**What this task involves**
Only the lines from the one containing "Task: Extract the" to the end of the data are wanted; print them exactly as they appear.

**Data under study**

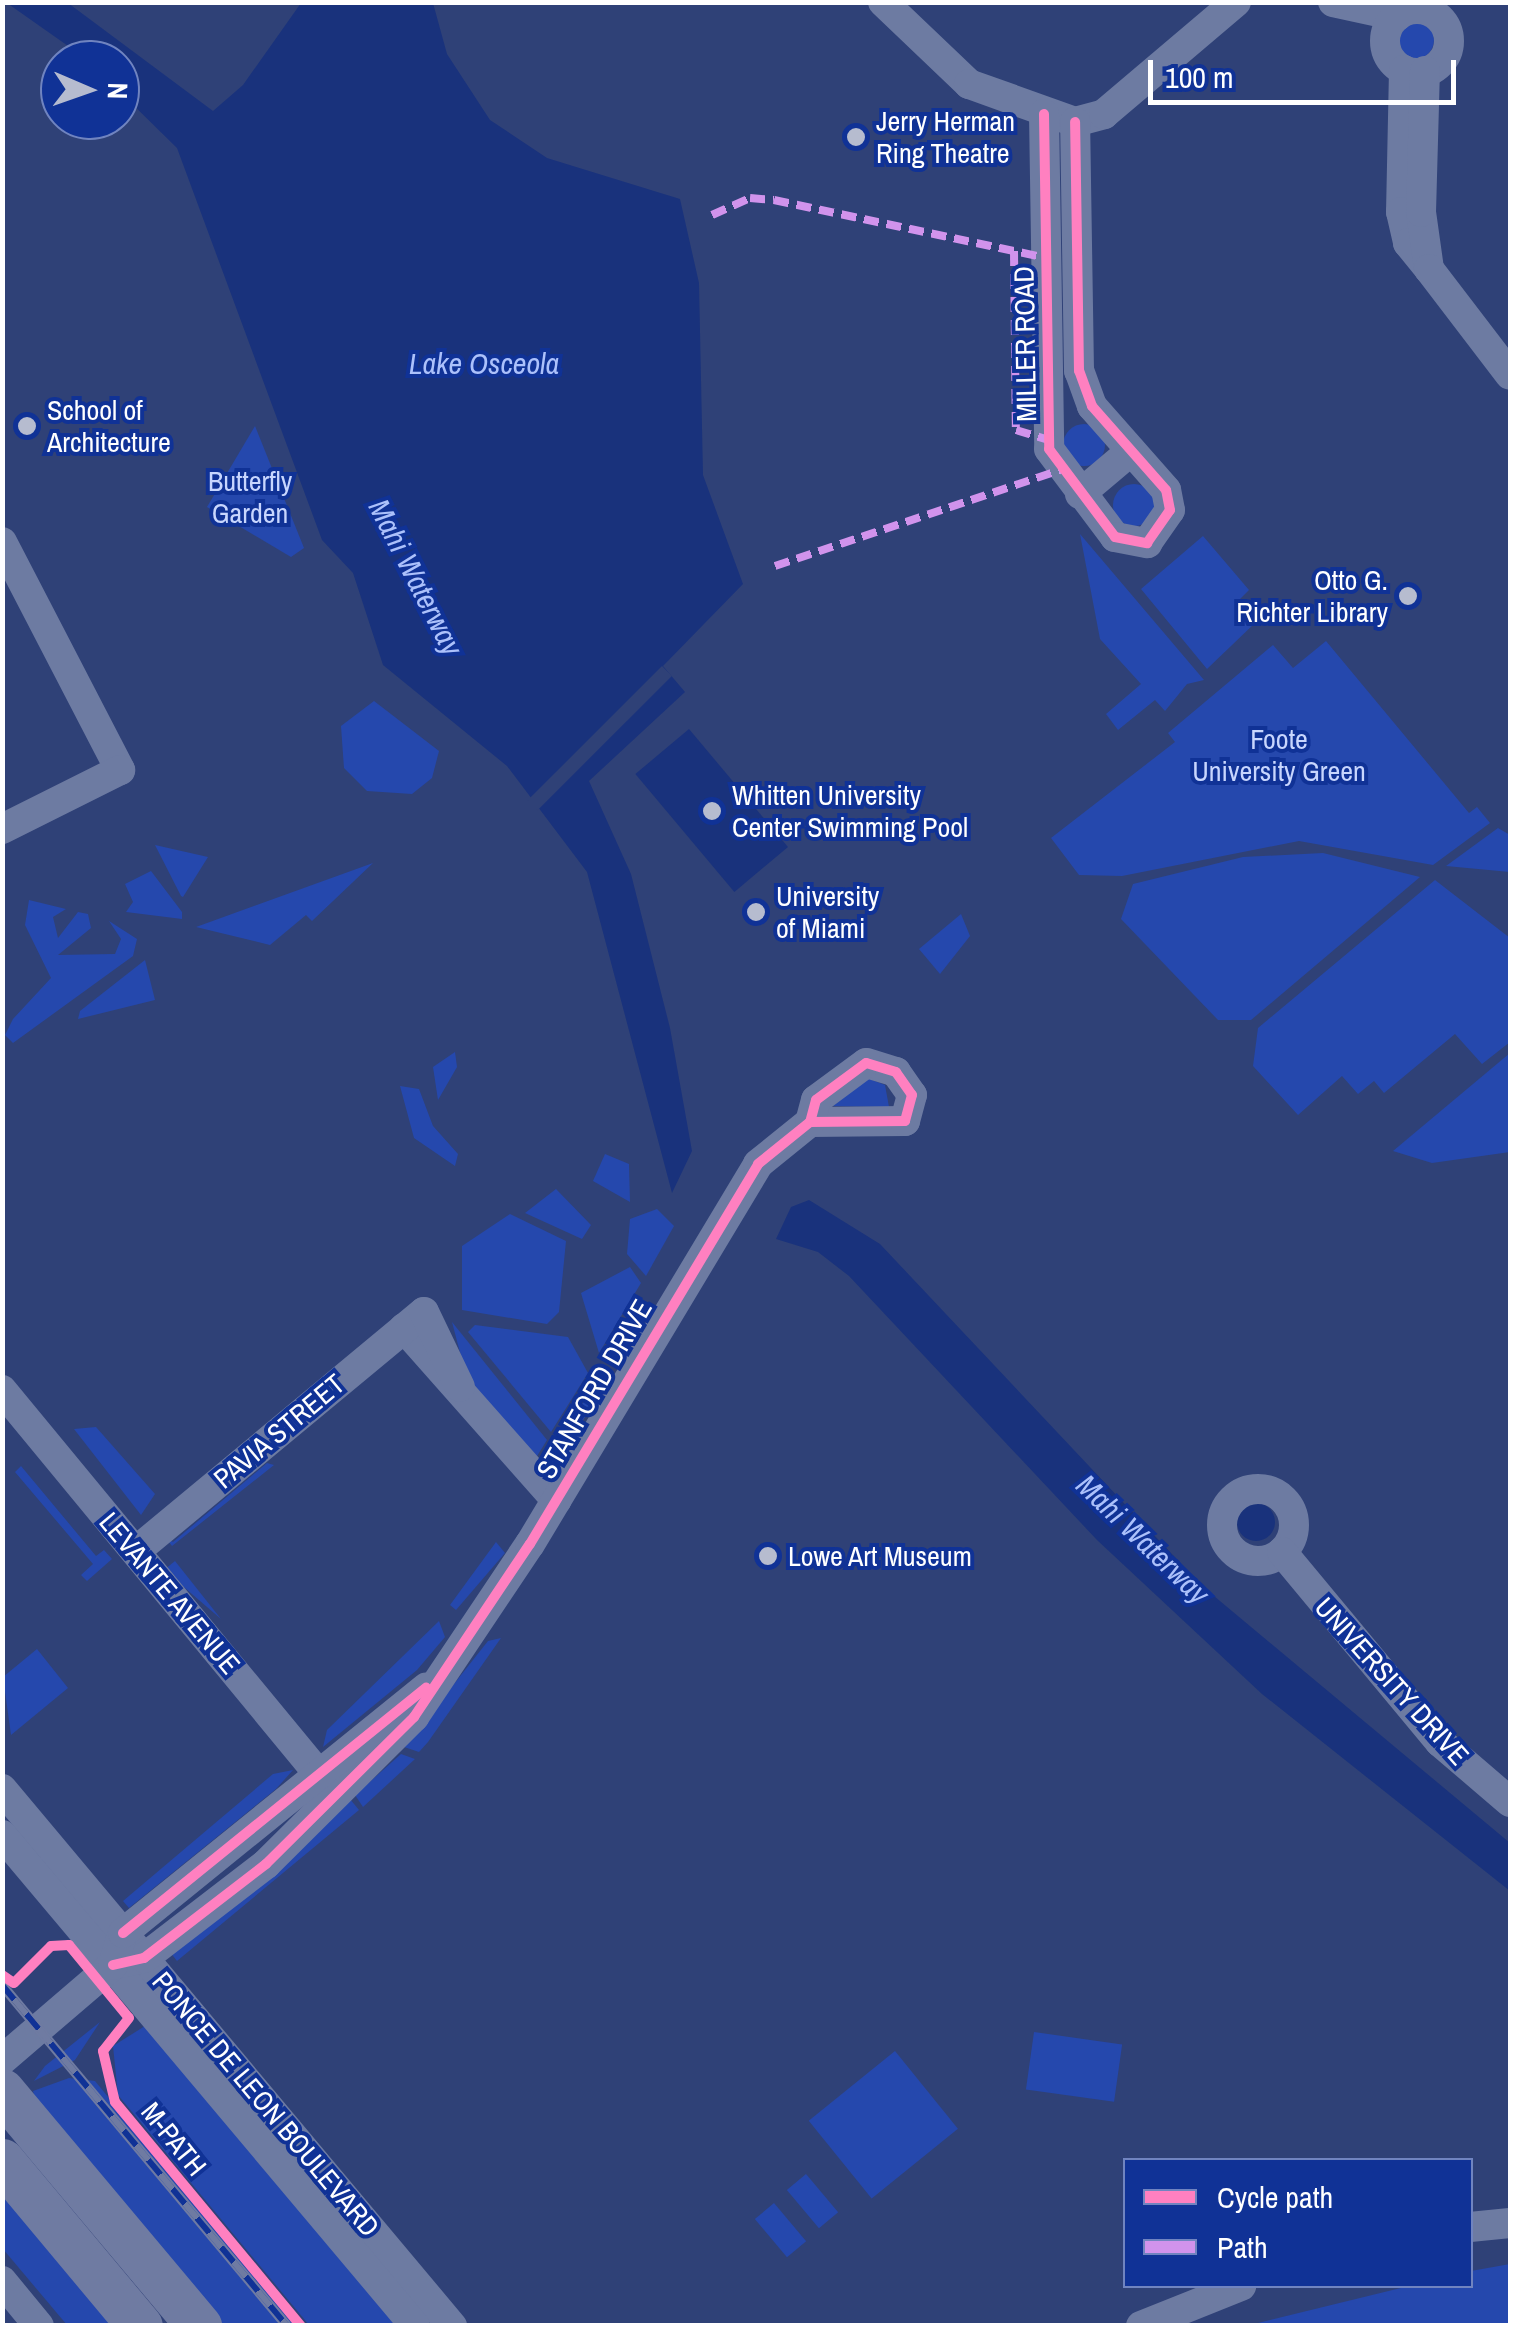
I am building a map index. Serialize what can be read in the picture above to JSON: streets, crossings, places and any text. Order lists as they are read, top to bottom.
{
  "streets": {
    "street": [
      "MILLER ROAD",
      "STANFORD DRIVE",
      "PAVIA STREET",
      "LEVANTE AVENUE",
      "UNIVERSITY DRIVE",
      "PONCE DE LEON BOULEVARD"
    ],
    "cycle path": ["M-PATH"]
  },
  "crossings": [
    ["STANFORD DRIVE", "PAVIA STREET"],
    ["STANFORD DRIVE", "LEVANTE AVENUE"],
    ["STANFORD DRIVE", "PONCE DE LEON BOULEVARD"],
    ["PAVIA STREET", "LEVANTE AVENUE"]
  ],
  "water": ["Lake Osceola", "Mahi Waterway"],
  "parks": ["Butterfly Garden", "Foote University Green"],
  "places": [
    "Jerry Herman Ring Theatre",
    "School of Architecture",
    "Otto G. Richter Library",
    "Whitten University Center Swimming Pool",
    "University of Miami",
    "Lowe Art Museum"
  ],
  "legend": ["Cycle path", "Path"],
  "scale_bar": "100 m",
  "north": "right"
}
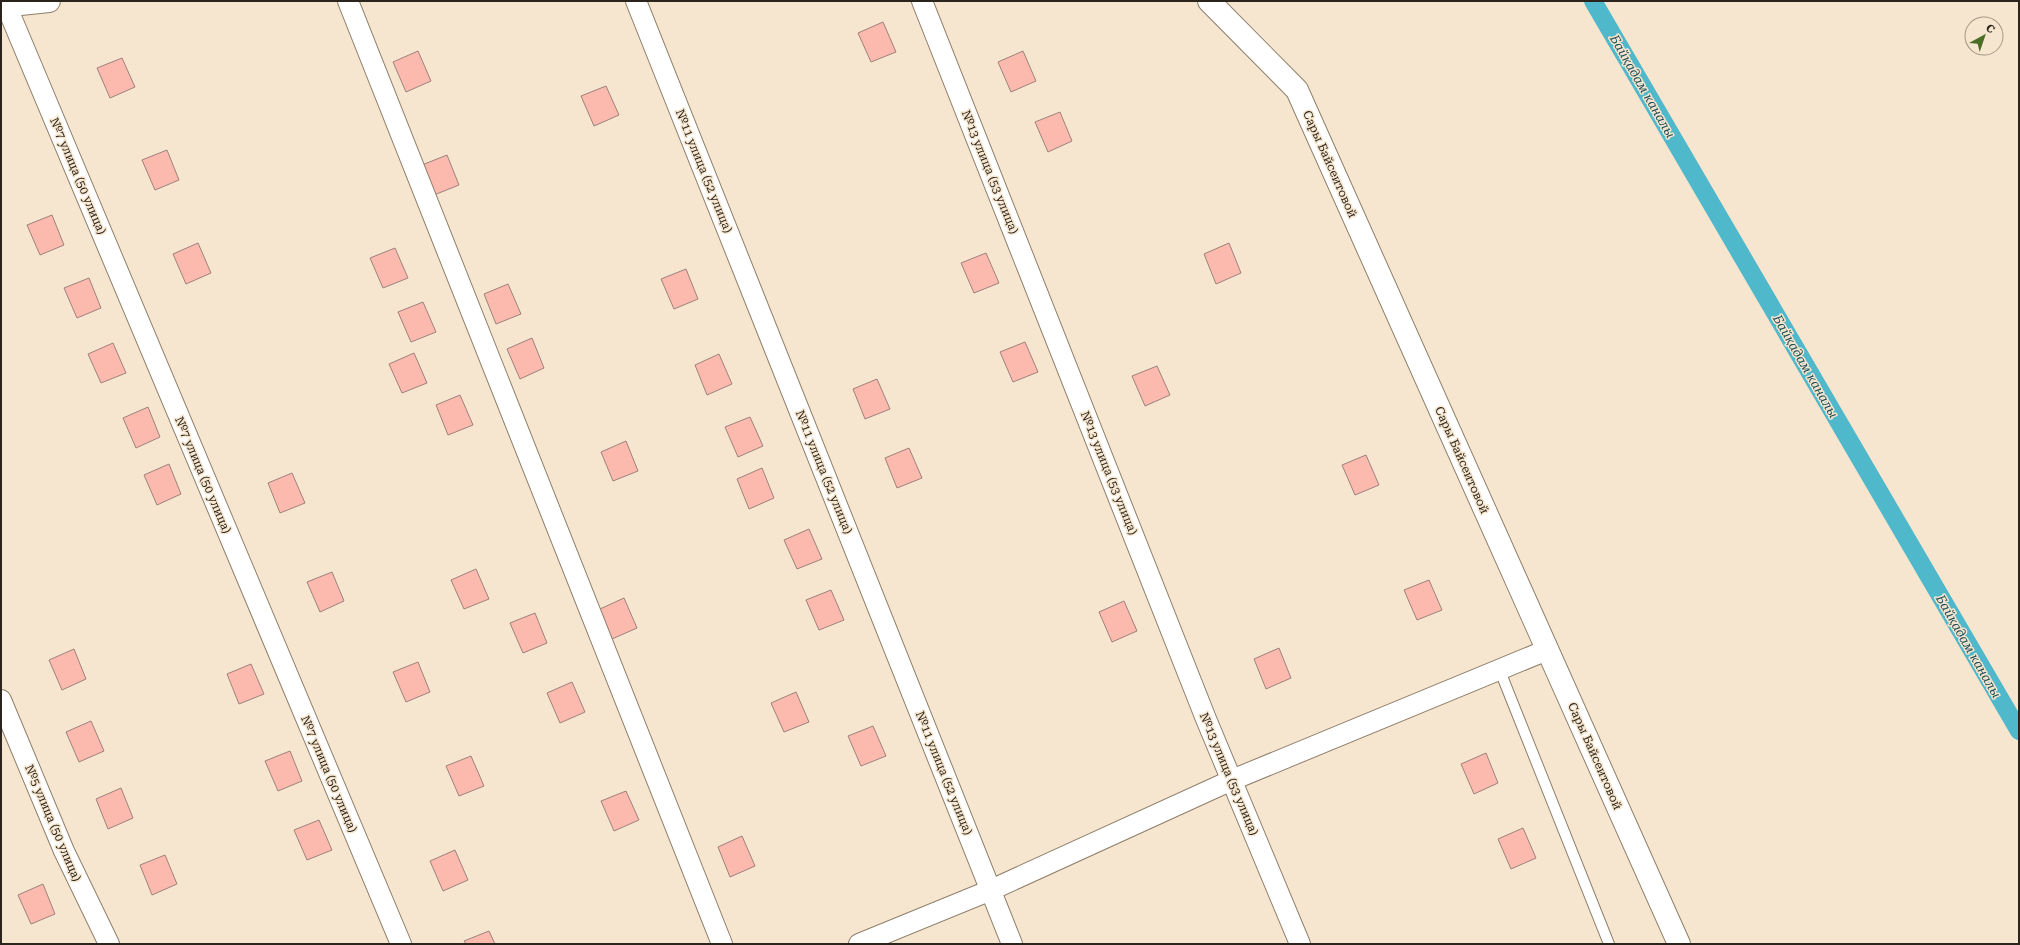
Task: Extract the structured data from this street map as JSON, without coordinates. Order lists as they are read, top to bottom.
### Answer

**Exercise response**
Task: Extract the structured data from this street map as JSON, without coordinates. Order lists as they are read, top to bottom.
### Answer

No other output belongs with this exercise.